Filmmakers paddle the Missouri and Mississippi documenting pollution

September 24, 2014 By Matt Kelley

Two filmmakers are paddling down the Missouri and Mississippi River systems in a kayak to document the degrading quality of water as they head south toward New Orleans. Nick Caiazza and Joe Zimmerman started at the Missouri River’s headwaters in Montana and have made it as far as Omaha-Council Bluffs. Caiazza calls this the adventure of a lifetime.

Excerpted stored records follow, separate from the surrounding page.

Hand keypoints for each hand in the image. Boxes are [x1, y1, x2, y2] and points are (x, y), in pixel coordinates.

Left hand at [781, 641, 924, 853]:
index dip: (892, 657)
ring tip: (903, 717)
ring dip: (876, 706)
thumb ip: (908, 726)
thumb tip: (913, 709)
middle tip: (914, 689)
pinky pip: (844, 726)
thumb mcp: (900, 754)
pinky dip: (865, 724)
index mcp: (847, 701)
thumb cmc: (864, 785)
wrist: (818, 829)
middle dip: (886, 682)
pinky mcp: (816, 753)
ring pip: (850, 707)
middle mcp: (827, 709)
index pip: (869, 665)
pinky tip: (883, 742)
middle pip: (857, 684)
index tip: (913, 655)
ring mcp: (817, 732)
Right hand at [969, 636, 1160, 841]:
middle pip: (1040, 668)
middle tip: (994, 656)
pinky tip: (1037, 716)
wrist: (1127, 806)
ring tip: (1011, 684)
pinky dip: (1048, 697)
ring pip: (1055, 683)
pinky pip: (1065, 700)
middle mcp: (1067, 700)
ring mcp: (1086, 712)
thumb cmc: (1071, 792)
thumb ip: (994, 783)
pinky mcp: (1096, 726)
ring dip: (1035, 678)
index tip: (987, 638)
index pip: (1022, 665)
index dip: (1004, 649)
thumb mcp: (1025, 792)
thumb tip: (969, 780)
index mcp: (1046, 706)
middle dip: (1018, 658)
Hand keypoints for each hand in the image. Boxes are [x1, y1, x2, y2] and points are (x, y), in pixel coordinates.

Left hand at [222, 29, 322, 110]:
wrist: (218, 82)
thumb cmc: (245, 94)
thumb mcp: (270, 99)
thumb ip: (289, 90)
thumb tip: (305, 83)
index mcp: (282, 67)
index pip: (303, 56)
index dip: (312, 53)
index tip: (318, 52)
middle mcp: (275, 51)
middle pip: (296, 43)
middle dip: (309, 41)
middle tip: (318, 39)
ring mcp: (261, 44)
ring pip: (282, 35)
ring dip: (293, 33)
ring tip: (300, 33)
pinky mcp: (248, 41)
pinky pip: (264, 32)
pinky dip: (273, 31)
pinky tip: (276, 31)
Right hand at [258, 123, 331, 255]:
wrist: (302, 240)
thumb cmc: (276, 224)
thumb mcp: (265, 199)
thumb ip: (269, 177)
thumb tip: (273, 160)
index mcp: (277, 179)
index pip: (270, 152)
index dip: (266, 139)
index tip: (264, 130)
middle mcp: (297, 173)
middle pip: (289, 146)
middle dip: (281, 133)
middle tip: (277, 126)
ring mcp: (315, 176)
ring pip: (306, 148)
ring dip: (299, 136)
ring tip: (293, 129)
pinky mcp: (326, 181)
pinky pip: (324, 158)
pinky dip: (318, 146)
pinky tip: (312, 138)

“We are seeing the river from its birthplace almost to its death in the Gulf of Mexico,” Caiazza says. “To watch the water come out of the mountains and to watch it grow from a tiny stream to these giant reservoirs and have it transfer into the channelized river where you have barges, seeing the composition of the water change, seeing the wildlife change, there’s no experience like it.”

Caiazza says they are paddling the river without the use of any motors, which includes moving their kayak and equipment themselves around 16 dams during the journey. He says their film will try to answer a series of questions. “How are we as humans responsible for the decomposition of the river?” he asks. “How is what we put into the river affecting people downstream? I don’t want to say, ‘It’s filthy now, the water is horrible,’ but we’ve noticed drastic changes in the water quality, even in Omaha. This is our first big city and I imagine things are going to kind of digress.”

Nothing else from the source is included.